**DESCRIPTION OF THE TASK**
Your answer should give again, exactly, the lines from the beginning of the entries below through the line containing "1px #60646a) drop-shadow(0". It must contain no pictures.

**SOURCE DATA**
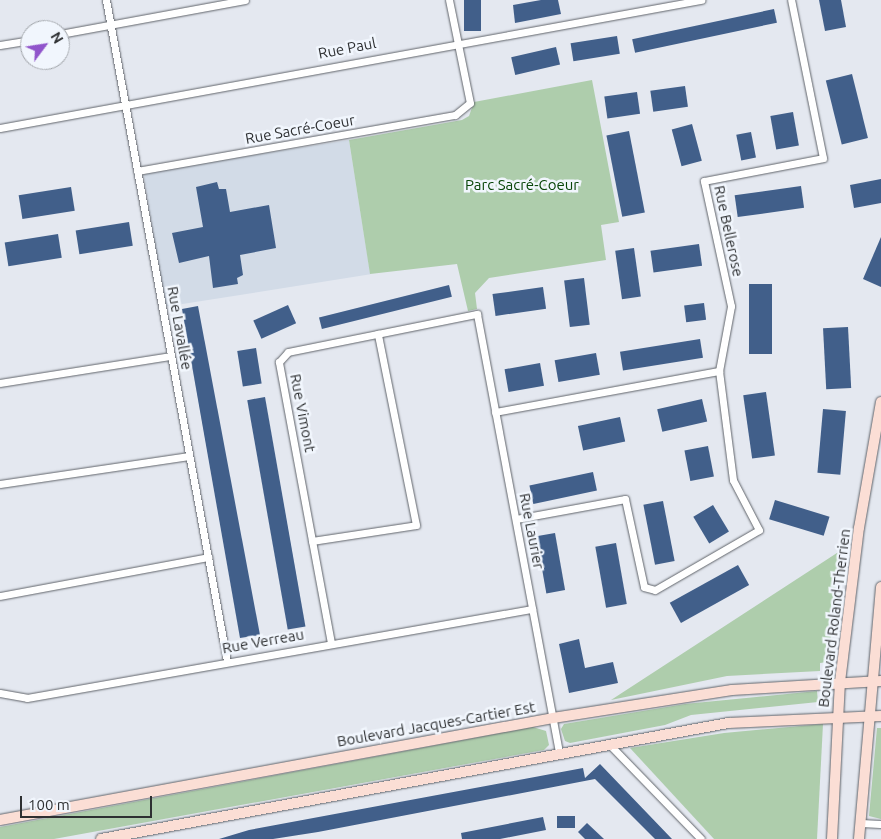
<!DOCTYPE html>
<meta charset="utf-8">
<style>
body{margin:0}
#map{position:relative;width:881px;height:839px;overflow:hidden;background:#e4e8f0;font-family:Ubuntu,sans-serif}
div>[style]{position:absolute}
.built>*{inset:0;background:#d2dbe7;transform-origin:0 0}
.green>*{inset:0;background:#aecdac}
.building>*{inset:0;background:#415f8a;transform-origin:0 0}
.roads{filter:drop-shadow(0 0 1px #60646a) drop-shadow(0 0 1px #60646a)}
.minor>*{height:7px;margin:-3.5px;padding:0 3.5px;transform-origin:3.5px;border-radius:3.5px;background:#fff}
.secondary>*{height:10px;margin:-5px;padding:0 5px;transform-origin:5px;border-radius:5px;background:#fbded5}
span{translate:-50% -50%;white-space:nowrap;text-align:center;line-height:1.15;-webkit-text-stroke:5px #f1f6fd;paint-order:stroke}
.street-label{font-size:15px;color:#2e3032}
.park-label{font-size:15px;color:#074507}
.north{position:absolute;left:20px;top:20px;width:50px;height:50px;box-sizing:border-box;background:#f1f6fd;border:1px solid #a3a7ac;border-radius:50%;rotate:59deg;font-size:14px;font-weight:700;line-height:20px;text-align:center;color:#2e3032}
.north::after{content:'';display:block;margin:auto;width:18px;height:22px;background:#9054cb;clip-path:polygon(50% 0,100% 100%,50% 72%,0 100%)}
.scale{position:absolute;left:20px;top:796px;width:132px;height:22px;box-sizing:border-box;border:2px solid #2e3032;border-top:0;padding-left:6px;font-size:15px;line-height:18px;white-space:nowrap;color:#2e3032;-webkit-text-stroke:4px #f1f6fd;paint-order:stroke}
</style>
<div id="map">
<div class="built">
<i style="left:349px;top:140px;width:136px;height:208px;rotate:81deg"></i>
</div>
<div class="green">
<i style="clip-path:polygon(592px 80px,619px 222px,601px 225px,606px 260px,489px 278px,475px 293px,477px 309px,468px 311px,457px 264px,370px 274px,349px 140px,462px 120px,469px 116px,474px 102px)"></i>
<i style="clip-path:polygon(840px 551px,828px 662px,820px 663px,820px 671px,727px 676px,611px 700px)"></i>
<i style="clip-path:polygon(817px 691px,818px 702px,691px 715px,665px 725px,570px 743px,565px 741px,561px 729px,564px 724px,685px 704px)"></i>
<i style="clip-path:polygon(823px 724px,817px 839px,714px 839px,630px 748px,724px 733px)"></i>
<i style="clip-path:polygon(533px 727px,546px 731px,549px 745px,544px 750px,54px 839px,0 839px,0 827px)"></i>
<i style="clip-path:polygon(877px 728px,881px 728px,881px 819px,869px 816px)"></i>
</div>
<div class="building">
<i style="left:464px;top:0;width:17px;height:31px"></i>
<i style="clip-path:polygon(541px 0,558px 0,561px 14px,515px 23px,513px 5px)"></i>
<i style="clip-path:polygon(819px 0,841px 0,846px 27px,825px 31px)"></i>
<i style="left:774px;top:9px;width:14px;height:145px;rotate:78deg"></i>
<i style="left:617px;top:36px;width:18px;height:47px;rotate:81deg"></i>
<i style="left:556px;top:47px;width:18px;height:46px;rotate:77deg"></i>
<i style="left:852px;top:74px;width:66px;height:27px;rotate:76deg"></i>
<i style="left:685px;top:86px;width:21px;height:35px;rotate:82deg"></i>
<i style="left:637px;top:92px;width:22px;height:33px;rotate:82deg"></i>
<i style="left:793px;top:112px;width:34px;height:23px;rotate:80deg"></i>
<i style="left:692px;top:124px;width:38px;height:21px;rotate:75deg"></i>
<i style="left:629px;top:131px;width:83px;height:23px;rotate:79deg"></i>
<i style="left:751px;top:132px;width:26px;height:15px;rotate:79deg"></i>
<i style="clip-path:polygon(881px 179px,881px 203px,854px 208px,850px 185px)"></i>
<i style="clip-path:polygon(217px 182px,219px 189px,226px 189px,230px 212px,269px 205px,276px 248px,240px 255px,243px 275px,237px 278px,238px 284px,213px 288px,209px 256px,179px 263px,172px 233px,203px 227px,196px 187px)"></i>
<i style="left:801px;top:186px;width:22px;height:67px;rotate:82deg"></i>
<i style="left:71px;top:187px;width:24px;height:53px;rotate:81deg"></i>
<i style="left:129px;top:222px;width:24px;height:54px;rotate:81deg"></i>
<i style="left:58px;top:234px;width:24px;height:54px;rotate:81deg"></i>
<i style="clip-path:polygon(881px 237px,881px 287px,863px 279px)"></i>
<i style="left:699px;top:244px;width:22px;height:49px;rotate:82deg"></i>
<i style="left:634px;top:248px;width:49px;height:19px;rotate:82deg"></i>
<i style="left:584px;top:278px;width:47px;height:20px;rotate:83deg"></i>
<i style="left:749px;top:284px;width:23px;height:70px"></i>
<i style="left:449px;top:285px;width:12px;height:134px;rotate:76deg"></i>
<i style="left:543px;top:287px;width:22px;height:51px;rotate:82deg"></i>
<i style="left:704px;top:303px;width:17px;height:20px;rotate:83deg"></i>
<i style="left:288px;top:305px;width:20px;height:38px;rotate:66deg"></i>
<i style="clip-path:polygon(198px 306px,260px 635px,240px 638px,182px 309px)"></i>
<i style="left:848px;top:327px;width:61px;height:25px;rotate:87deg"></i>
<i style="left:700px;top:339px;width:19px;height:81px;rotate:81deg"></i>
<i style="left:256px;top:348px;width:36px;height:19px;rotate:81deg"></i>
<i style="left:596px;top:353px;width:22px;height:42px;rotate:80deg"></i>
<i style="left:540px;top:363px;width:23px;height:36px;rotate:80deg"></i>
<i style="left:766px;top:392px;width:64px;height:23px;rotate:82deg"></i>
<i style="left:265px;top:397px;width:233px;height:18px;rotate:80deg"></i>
<i style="left:702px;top:399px;width:23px;height:46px;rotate:77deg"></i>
<i style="left:823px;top:409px;width:23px;height:64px;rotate:5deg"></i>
<i style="left:620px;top:417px;width:25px;height:43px;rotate:78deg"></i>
<i style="left:708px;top:446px;width:31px;height:24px;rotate:79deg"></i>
<i style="left:593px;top:472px;width:19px;height:65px;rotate:78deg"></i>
<i style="left:775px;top:500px;width:57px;height:20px;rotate:17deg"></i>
<i style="left:663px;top:501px;width:61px;height:20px;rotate:79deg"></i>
<i style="left:713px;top:505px;width:31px;height:23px;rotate:59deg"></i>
<i style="left:555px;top:533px;width:58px;height:19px;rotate:80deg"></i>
<i style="left:616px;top:543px;width:62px;height:21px;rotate:80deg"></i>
<i style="left:738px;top:565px;width:23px;height:78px;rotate:61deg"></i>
<i style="clip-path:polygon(579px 639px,585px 668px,613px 662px,618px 683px,569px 693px,559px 644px)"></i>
<i style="clip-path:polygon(600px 764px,672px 839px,655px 839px,595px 779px,318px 832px,273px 839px,219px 839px,249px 830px,583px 768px,585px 778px)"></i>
<i style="left:557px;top:816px;width:18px;height:12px"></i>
<i style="clip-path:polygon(543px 817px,546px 830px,500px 839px,462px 839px,461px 833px)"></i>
<i style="clip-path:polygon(587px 823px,604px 839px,585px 839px,578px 832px)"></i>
</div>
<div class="roads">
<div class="minor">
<i style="left:106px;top:0;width:672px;rotate:79.63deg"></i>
<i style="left:60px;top:34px;width:188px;rotate:-10.4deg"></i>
<i style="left:0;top:45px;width:30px;rotate:-9deg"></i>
<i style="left:0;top:128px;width:713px;rotate:-10.35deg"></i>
<i style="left:137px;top:171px;width:323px;rotate:-10deg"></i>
<i style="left:455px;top:115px;width:19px;rotate:-39deg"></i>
<i style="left:470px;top:103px;width:105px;rotate:-101.5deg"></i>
<i style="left:0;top:383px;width:173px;rotate:-9deg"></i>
<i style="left:495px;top:412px;width:228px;rotate:-10.4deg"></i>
<i style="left:0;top:484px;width:191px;rotate:-8.4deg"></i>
<i style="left:516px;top:519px;width:111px;rotate:-10.4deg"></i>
<i style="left:625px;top:499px;width:90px;rotate:77.8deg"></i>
<i style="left:644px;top:587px;width:11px;rotate:15deg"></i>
<i style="left:655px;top:590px;width:120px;rotate:-30deg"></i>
<i style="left:759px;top:530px;width:56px;rotate:-117.5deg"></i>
<i style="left:733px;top:480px;width:110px;rotate:-97.3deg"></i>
<i style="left:719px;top:371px;width:66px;rotate:-79.5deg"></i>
<i style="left:731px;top:306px;width:128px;rotate:-102.2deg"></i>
<i style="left:704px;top:181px;width:121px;rotate:-10.9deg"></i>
<i style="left:823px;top:158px;width:161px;rotate:-101.4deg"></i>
<i style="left:312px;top:541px;width:105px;rotate:-8.7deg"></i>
<i style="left:416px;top:525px;width:195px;rotate:-101.3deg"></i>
<i style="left:0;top:596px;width:212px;rotate:-10.6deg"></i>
<i style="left:331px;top:643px;width:286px;rotate:-100.5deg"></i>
<i style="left:279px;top:362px;width:13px;rotate:-48deg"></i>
<i style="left:288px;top:352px;width:193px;rotate:-11.4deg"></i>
<i style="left:477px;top:314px;width:446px;rotate:79.4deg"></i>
<i style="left:0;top:693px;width:27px;rotate:10deg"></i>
<i style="left:27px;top:698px;width:513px;rotate:-10deg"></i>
<i style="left:609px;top:744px;width:132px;rotate:45.9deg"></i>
<i style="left:860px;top:823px;width:21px;rotate:3deg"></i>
</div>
<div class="secondary">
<i style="left:0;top:820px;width:562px;rotate:-10.45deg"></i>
<i style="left:553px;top:718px;width:181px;rotate:-8.9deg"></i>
<i style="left:732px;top:690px;width:149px;rotate:-3.5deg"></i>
<i style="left:101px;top:839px;width:638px;rotate:-10.48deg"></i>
<i style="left:728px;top:723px;width:153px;rotate:-2.6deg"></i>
<i style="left:832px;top:839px;width:157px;rotate:-87.1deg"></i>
<i style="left:840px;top:682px;width:155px;rotate:-83deg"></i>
<i style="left:859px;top:528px;width:128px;rotate:-80.1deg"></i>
<i style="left:859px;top:839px;width:253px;rotate:-85deg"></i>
</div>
</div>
<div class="street-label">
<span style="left:347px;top:48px;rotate:-11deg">Rue Paul</span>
<span style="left:300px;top:129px;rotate:-10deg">Rue Sacré-Coeur</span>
<span style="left:729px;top:231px;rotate:78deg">Rue Bellerose</span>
<span style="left:180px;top:328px;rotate:80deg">Rue Lavallée</span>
<span style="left:303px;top:413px;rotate:79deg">Rue Vimont</span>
<span style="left:532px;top:531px;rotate:79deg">Rue Laurier</span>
<span style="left:834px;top:618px;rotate:-83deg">Boulevard Roland-Therrien</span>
<span style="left:263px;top:641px;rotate:-10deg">Rue Verreau</span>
<span style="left:436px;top:724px;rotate:-10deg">Boulevard Jacques-Cartier Est</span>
</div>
<div class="park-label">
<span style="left:522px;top:185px">Parc Sacré-Coeur</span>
</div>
<div class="north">N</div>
<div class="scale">100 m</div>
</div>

**RESPONSE TO THE TASK**
<!DOCTYPE html>
<meta charset="utf-8">
<style>
body{margin:0}
#map{position:relative;width:881px;height:839px;overflow:hidden;background:#e4e8f0;font-family:Ubuntu,sans-serif}
div>[style]{position:absolute}
.built>*{inset:0;background:#d2dbe7;transform-origin:0 0}
.green>*{inset:0;background:#aecdac}
.building>*{inset:0;background:#415f8a;transform-origin:0 0}
.roads{filter:drop-shadow(0 0 1px #60646a) drop-shadow(0 0 1px #60646a)}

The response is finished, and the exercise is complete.